(Data extracted from a collection)
>>>

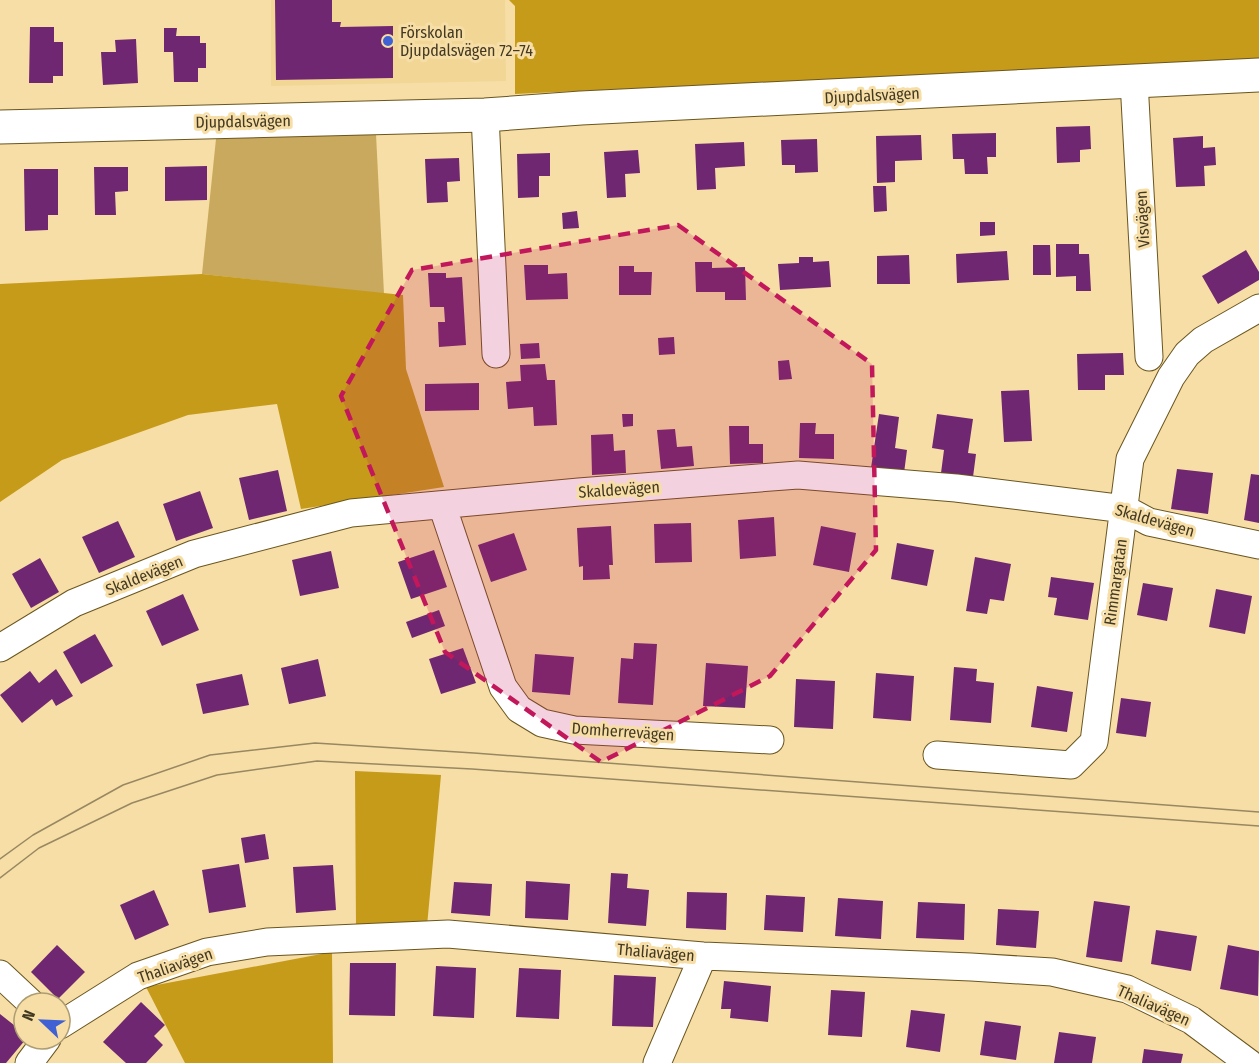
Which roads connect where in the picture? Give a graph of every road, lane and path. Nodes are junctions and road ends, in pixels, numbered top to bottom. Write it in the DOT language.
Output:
graph roads {
  1 [pos="1259,75"];
  2 [pos="1134,81"];
  3 [pos="485,115"];
  4 [pos="0,127"];
  5 [pos="1259,308"];
  6 [pos="496,354"];
  7 [pos="1149,357"];
  8 [pos="442,505"];
  9 [pos="1125,509"];
  10 [pos="1259,545"];
  11 [pos="0,648"];
  12 [pos="770,740"];
  13 [pos="937,755"];
  14 [pos="703,956"];
  15 [pos="0,974"];
  16 [pos="18,991"];
  17 [pos="72,1017"];
  18 [pos="657,1063"];
  19 [pos="1249,1063"];
  1 -- 2 [label="street, Djupdalsvägen"];
  2 -- 3 [label="street, Djupdalsvägen"];
  2 -- 7 [label="street, Visvägen"];
  3 -- 4 [label="street, Djupdalsvägen"];
  3 -- 6 [label="street"];
  5 -- 9 [label="street, Rimmargatan"];
  8 -- 9 [label="street, Skaldevägen"];
  8 -- 11 [label="street, Skaldevägen"];
  8 -- 12 [label="street, Domherrevägen"];
  9 -- 10 [label="street, Skaldevägen"];
  9 -- 13 [label="street, Rimmargatan"];
  14 -- 17 [label="street, Thaliavägen"];
  14 -- 18 [label="street"];
  14 -- 19 [label="street, Thaliavägen"];
  15 -- 16 [label="street"];
}
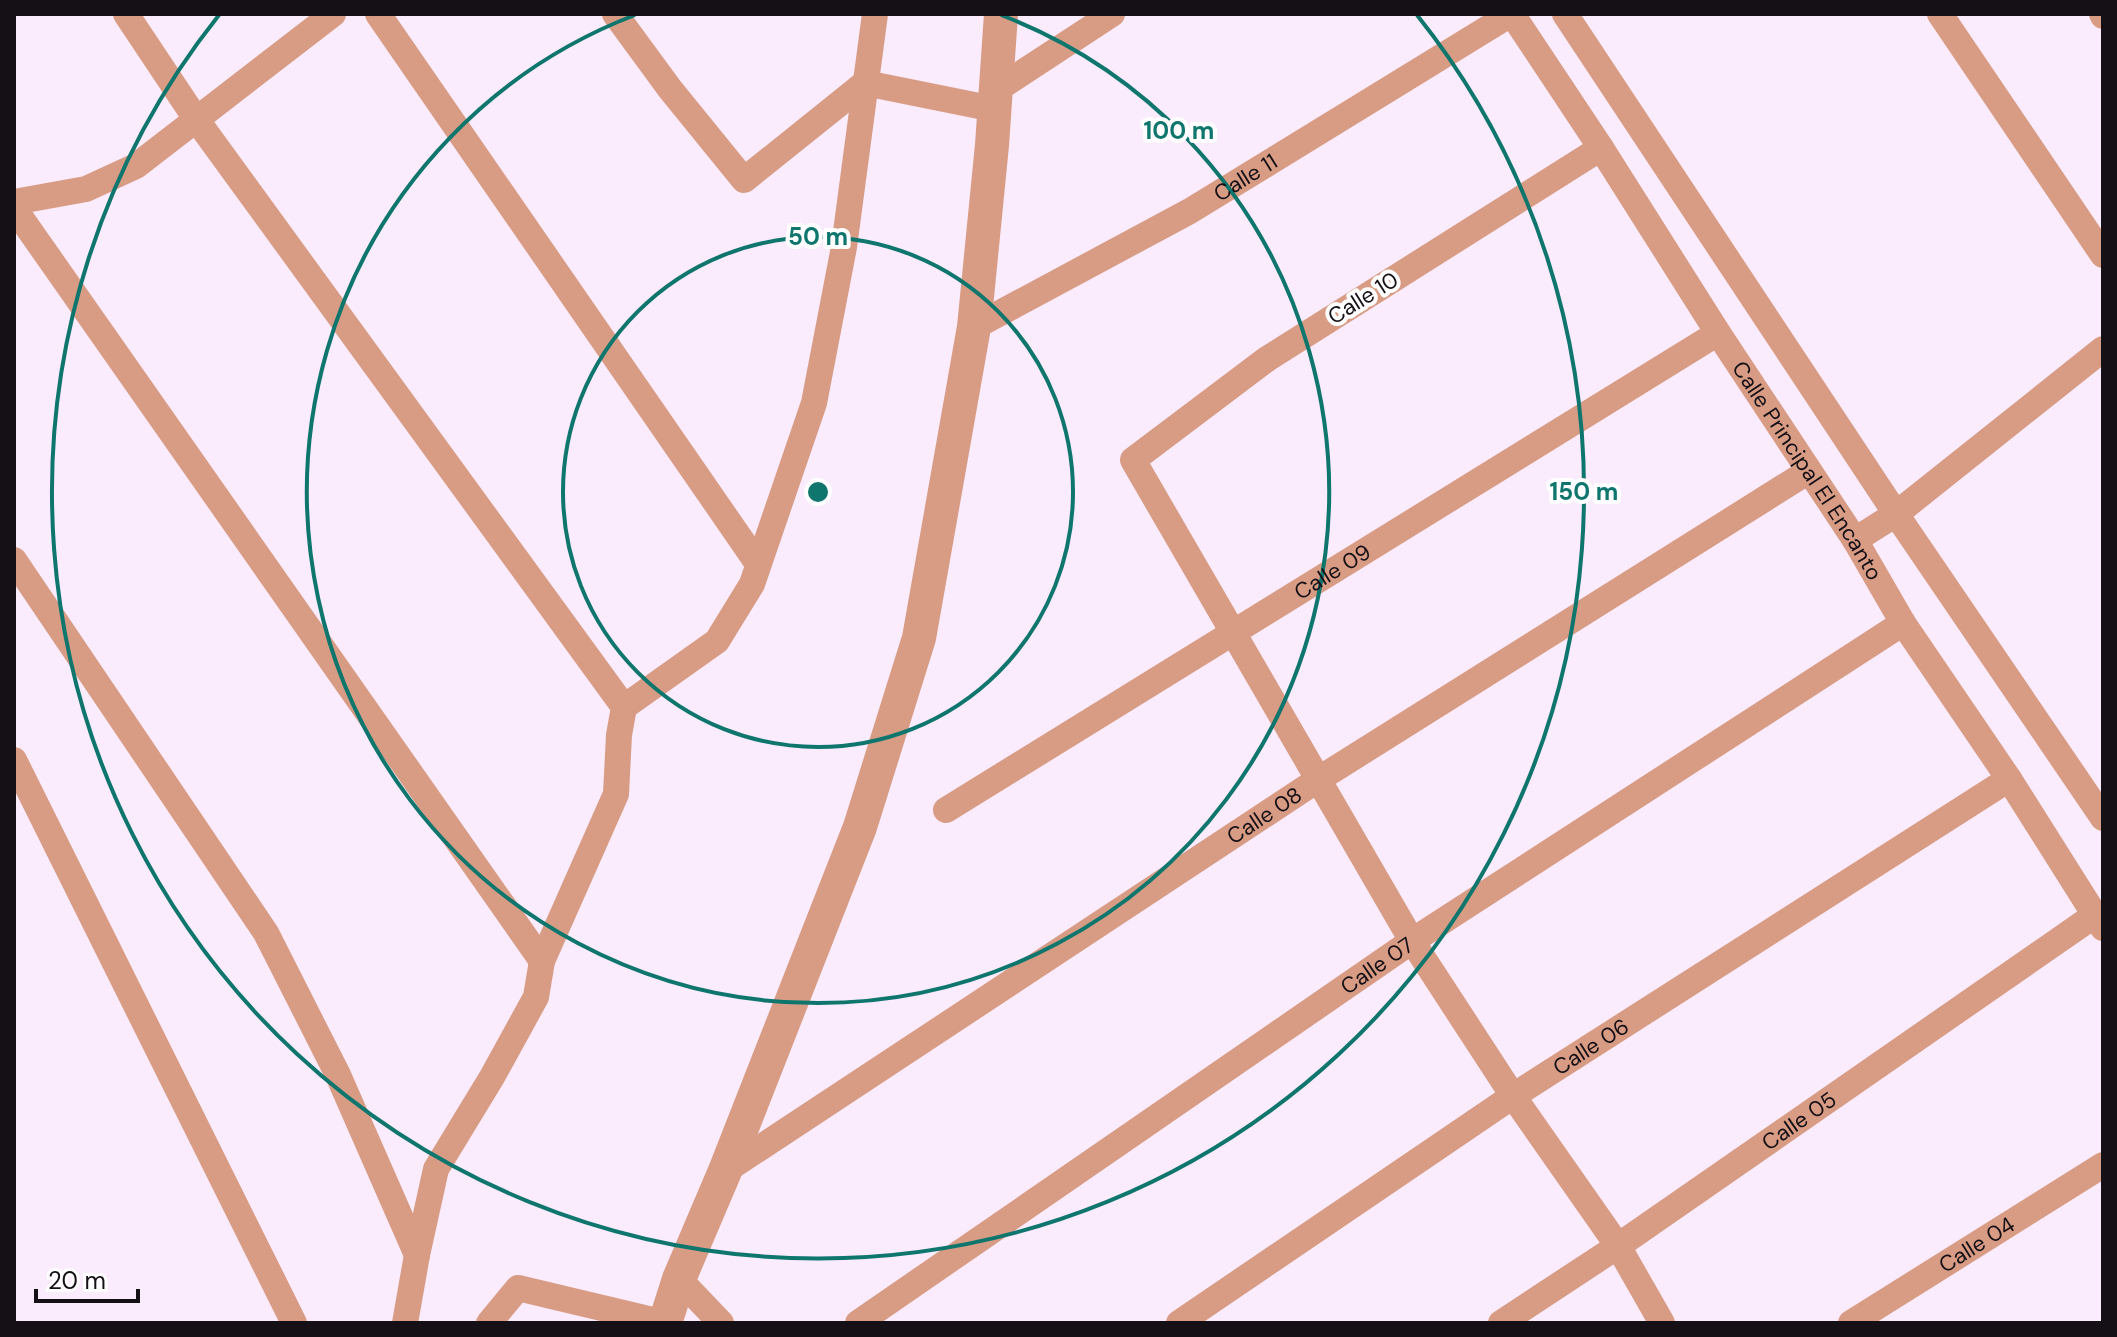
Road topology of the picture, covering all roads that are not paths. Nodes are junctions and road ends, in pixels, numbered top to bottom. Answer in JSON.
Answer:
{"nodes":[{"id":1,"x":126,"y":14,"type":"edge"},
{"id":2,"x":333,"y":14,"type":"edge"},
{"id":3,"x":378,"y":14,"type":"edge"},
{"id":4,"x":615,"y":14,"type":"edge"},
{"id":5,"x":875,"y":14,"type":"edge"},
{"id":6,"x":1001,"y":14,"type":"edge"},
{"id":7,"x":1112,"y":14,"type":"edge"},
{"id":8,"x":1512,"y":14,"type":"edge"},
{"id":9,"x":1565,"y":14,"type":"edge"},
{"id":10,"x":1940,"y":14,"type":"edge"},
{"id":11,"x":865,"y":83,"type":"junction"},
{"id":12,"x":995,"y":99,"type":"junction"},
{"id":13,"x":196,"y":119,"type":"junction"},
{"id":14,"x":1601,"y":148,"type":"junction"},
{"id":15,"x":14,"y":205,"type":"edge"},
{"id":16,"x":2103,"y":255,"type":"edge"},
{"id":17,"x":974,"y":327,"type":"junction"},
{"id":18,"x":1718,"y":333,"type":"junction"},
{"id":19,"x":2103,"y":349,"type":"edge"},
{"id":20,"x":1809,"y":471,"type":"junction"},
{"id":21,"x":1896,"y":514,"type":"junction"},
{"id":22,"x":1855,"y":540,"type":"junction"},
{"id":23,"x":14,"y":560,"type":"edge"},
{"id":24,"x":758,"y":564,"type":"junction"},
{"id":25,"x":1903,"y":623,"type":"junction"},
{"id":26,"x":1233,"y":633,"type":"junction"},
{"id":27,"x":624,"y":707,"type":"junction"},
{"id":28,"x":14,"y":760,"type":"edge"},
{"id":29,"x":1319,"y":779,"type":"junction"},
{"id":30,"x":2009,"y":779,"type":"junction"},
{"id":31,"x":946,"y":810,"type":"dead end"},
{"id":32,"x":2103,"y":818,"type":"edge"},
{"id":33,"x":2099,"y":922,"type":"edge"},
{"id":34,"x":1412,"y":941,"type":"junction"},
{"id":35,"x":542,"y":961,"type":"junction"},
{"id":36,"x":1513,"y":1096,"type":"junction"},
{"id":37,"x":2103,"y":1165,"type":"edge"},
{"id":38,"x":725,"y":1171,"type":"junction"},
{"id":39,"x":1618,"y":1246,"type":"junction"},
{"id":40,"x":417,"y":1255,"type":"junction"},
{"id":41,"x":679,"y":1279,"type":"junction"},
{"id":42,"x":294,"y":1323,"type":"edge"},
{"id":43,"x":405,"y":1323,"type":"edge"},
{"id":44,"x":489,"y":1323,"type":"edge"},
{"id":45,"x":665,"y":1323,"type":"edge"},
{"id":46,"x":721,"y":1323,"type":"edge"},
{"id":47,"x":858,"y":1323,"type":"edge"},
{"id":48,"x":1179,"y":1323,"type":"edge"},
{"id":49,"x":1501,"y":1323,"type":"edge"},
{"id":50,"x":1662,"y":1323,"type":"edge"},
{"id":51,"x":1851,"y":1323,"type":"edge"}],
"edges":[{"from":1,"to":13,"type":"street"},
{"from":2,"to":13,"type":"street"},
{"from":3,"to":24,"type":"street"},
{"from":4,"to":11,"type":"street"},
{"from":5,"to":11,"type":"street"},
{"from":6,"to":12,"type":"street"},
{"from":7,"to":12,"type":"street"},
{"from":8,"to":14,"type":"street","name":"Calle Principal El Encanto"},
{"from":8,"to":17,"type":"street","name":"Calle 11"},
{"from":9,"to":21,"type":"street"},
{"from":10,"to":16,"type":"street"},
{"from":11,"to":12,"type":"street"},
{"from":11,"to":24,"type":"street"},
{"from":12,"to":17,"type":"street"},
{"from":13,"to":15,"type":"street"},
{"from":13,"to":27,"type":"street"},
{"from":14,"to":18,"type":"street","name":"Calle Principal El Encanto"},
{"from":14,"to":26,"type":"street","name":"Calle 10"},
{"from":15,"to":35,"type":"street"},
{"from":17,"to":38,"type":"street"},
{"from":18,"to":20,"type":"street","name":"Calle Principal El Encanto"},
{"from":18,"to":26,"type":"street","name":"Calle 09"},
{"from":19,"to":21,"type":"street"},
{"from":20,"to":22,"type":"street","name":"Calle Principal El Encanto"},
{"from":20,"to":29,"type":"street","name":"Calle 08"},
{"from":21,"to":22,"type":"street"},
{"from":21,"to":32,"type":"street"},
{"from":22,"to":25,"type":"street","name":"Calle Principal El Encanto"},
{"from":23,"to":40,"type":"street"},
{"from":24,"to":27,"type":"street"},
{"from":25,"to":30,"type":"street","name":"Calle Principal El Encanto"},
{"from":25,"to":34,"type":"street","name":"Calle 07"},
{"from":26,"to":29,"type":"street"},
{"from":26,"to":31,"type":"street","name":"Calle 09"},
{"from":27,"to":35,"type":"street"},
{"from":28,"to":42,"type":"street"},
{"from":29,"to":34,"type":"street"},
{"from":29,"to":38,"type":"street","name":"Calle 08"},
{"from":30,"to":33,"type":"street","name":"Calle Principal El Encanto"},
{"from":30,"to":36,"type":"street","name":"Calle 06"},
{"from":33,"to":39,"type":"street","name":"Calle 05"},
{"from":34,"to":36,"type":"street"},
{"from":34,"to":47,"type":"street","name":"Calle 07"},
{"from":35,"to":40,"type":"street"},
{"from":36,"to":39,"type":"street"},
{"from":36,"to":48,"type":"street","name":"Calle 06"},
{"from":37,"to":51,"type":"street","name":"Calle 04"},
{"from":38,"to":41,"type":"street"},
{"from":39,"to":49,"type":"street","name":"Calle 05"},
{"from":39,"to":50,"type":"street"},
{"from":40,"to":43,"type":"street"},
{"from":41,"to":45,"type":"street"},
{"from":41,"to":46,"type":"street"},
{"from":44,"to":45,"type":"street"}]}
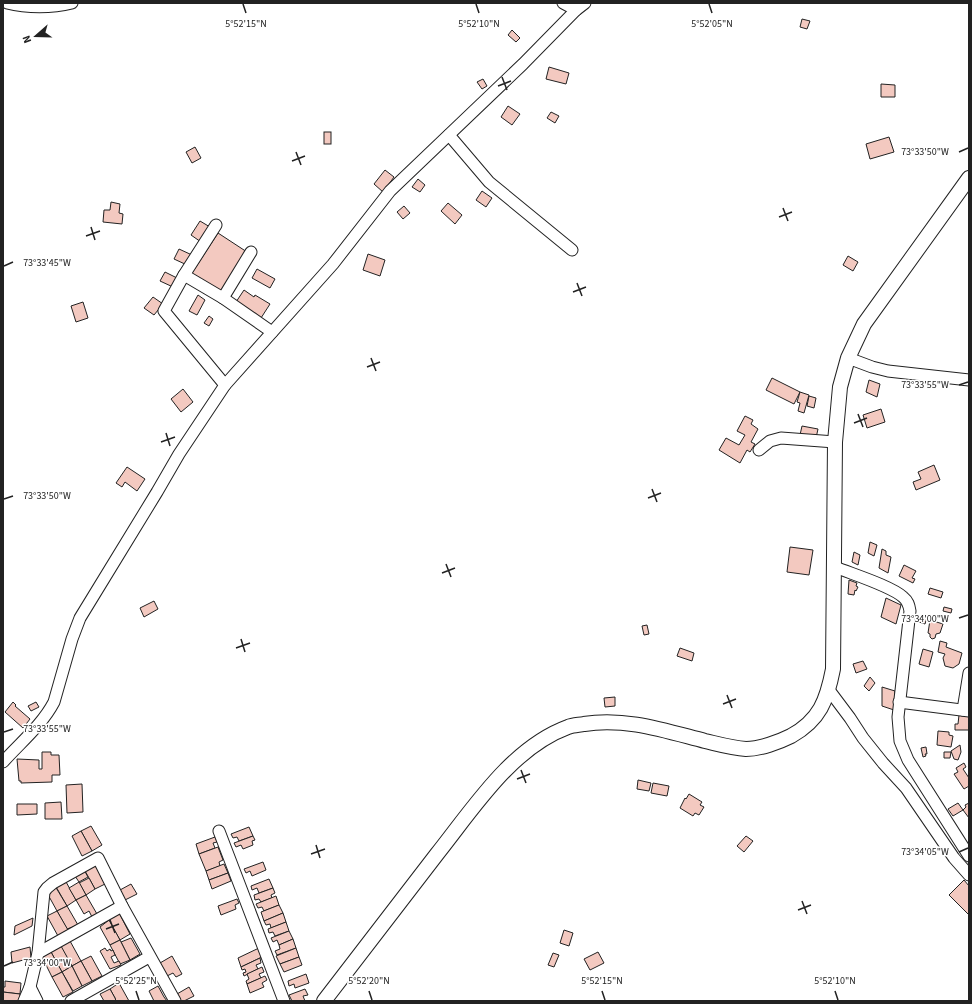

<<<

Work to be completed:
Find and copy each line above holding "Encanto".

Answer box:
{"from":8,"to":14,"type":"street","name":"Calle Principal El Encanto"},
{"from":14,"to":18,"type":"street","name":"Calle Principal El Encanto"},
{"from":18,"to":20,"type":"street","name":"Calle Principal El Encanto"},
{"from":20,"to":22,"type":"street","name":"Calle Principal El Encanto"},
{"from":22,"to":25,"type":"street","name":"Calle Principal El Encanto"},
{"from":25,"to":30,"type":"street","name":"Calle Principal El Encanto"},
{"from":30,"to":33,"type":"street","name":"Calle Principal El Encanto"},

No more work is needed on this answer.